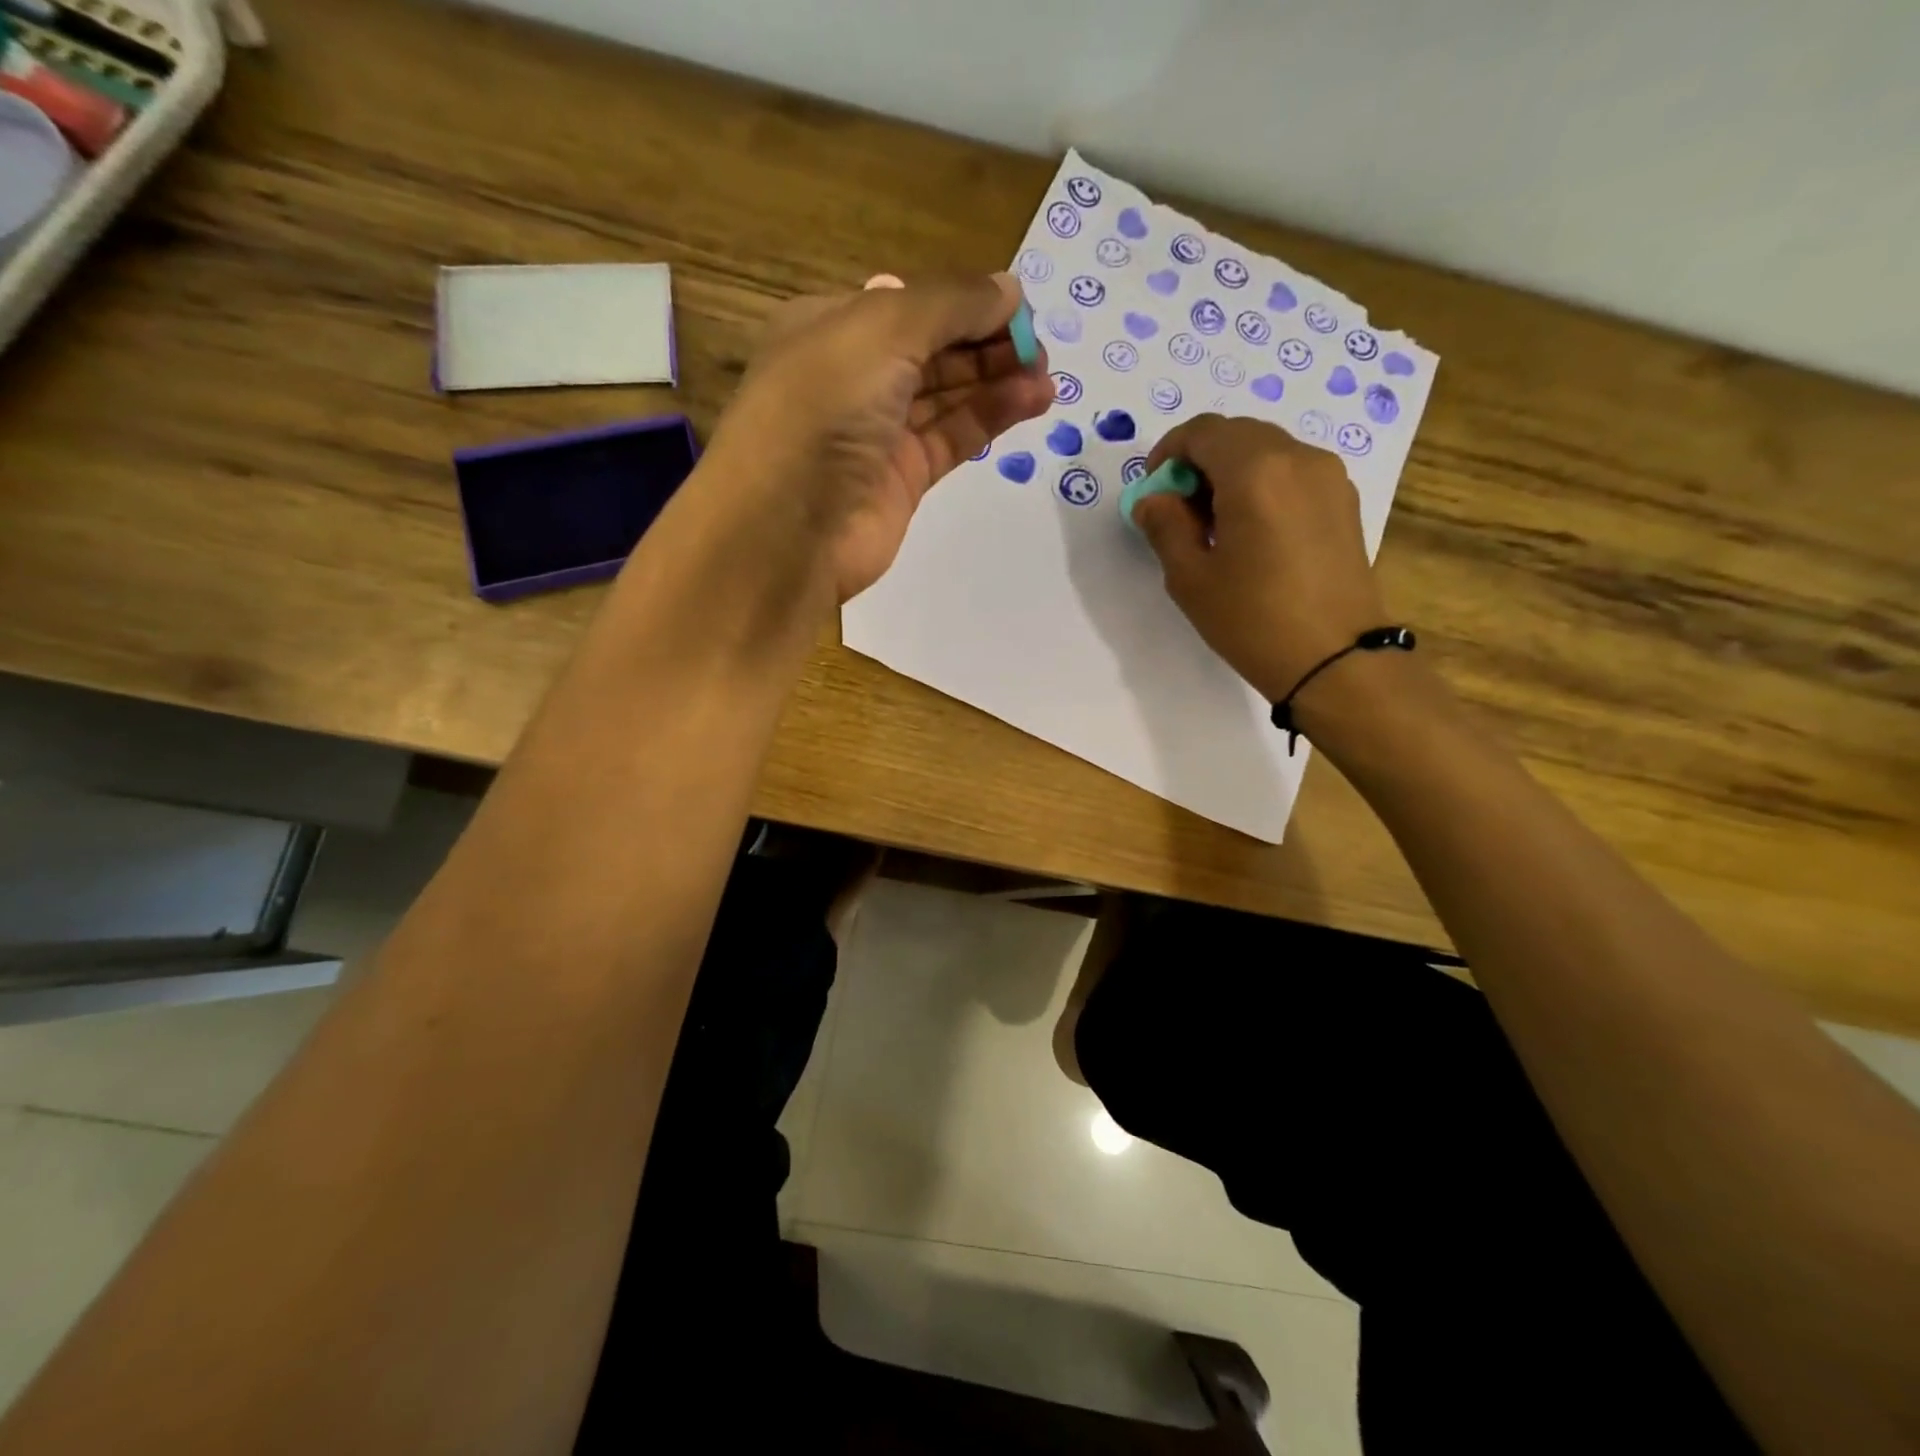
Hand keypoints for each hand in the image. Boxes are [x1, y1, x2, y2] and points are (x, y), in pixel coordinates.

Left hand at [701, 273, 1053, 602]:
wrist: (789, 525)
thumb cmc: (824, 406)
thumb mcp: (884, 328)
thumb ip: (952, 304)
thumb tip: (1010, 289)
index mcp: (833, 328)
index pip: (910, 306)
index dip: (965, 304)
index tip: (1019, 308)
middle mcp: (854, 378)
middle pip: (933, 351)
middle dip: (986, 343)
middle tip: (1038, 349)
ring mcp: (878, 434)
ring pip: (947, 396)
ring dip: (997, 381)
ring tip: (1046, 377)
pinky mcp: (902, 481)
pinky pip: (952, 438)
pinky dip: (989, 418)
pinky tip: (1029, 402)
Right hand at [1132, 415, 1388, 701]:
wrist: (1334, 659)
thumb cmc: (1252, 620)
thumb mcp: (1190, 578)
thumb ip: (1164, 526)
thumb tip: (1154, 499)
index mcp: (1255, 471)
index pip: (1203, 431)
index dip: (1169, 452)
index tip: (1155, 489)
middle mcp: (1298, 458)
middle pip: (1237, 435)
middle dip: (1201, 462)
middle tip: (1181, 511)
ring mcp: (1329, 476)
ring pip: (1267, 451)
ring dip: (1232, 473)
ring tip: (1217, 527)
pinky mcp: (1344, 500)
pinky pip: (1293, 472)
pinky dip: (1263, 485)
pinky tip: (1253, 533)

PROBLEM DETAILS: Above are the records; repeat exactly the lines from the one holding "Left hand at" down to the one holding "middle pip: (933, 351)", end lines included.

SOLUTION BELOW:
Left hand at [701, 273, 1053, 602]:
wrist: (789, 525)
thumb cmc: (824, 406)
thumb mcp: (884, 328)
thumb ip: (952, 304)
thumb tip: (1010, 289)
index mcp: (833, 328)
index pip: (910, 306)
index dip: (965, 304)
index tip: (1019, 308)
middle mcp: (854, 378)
middle pip: (933, 351)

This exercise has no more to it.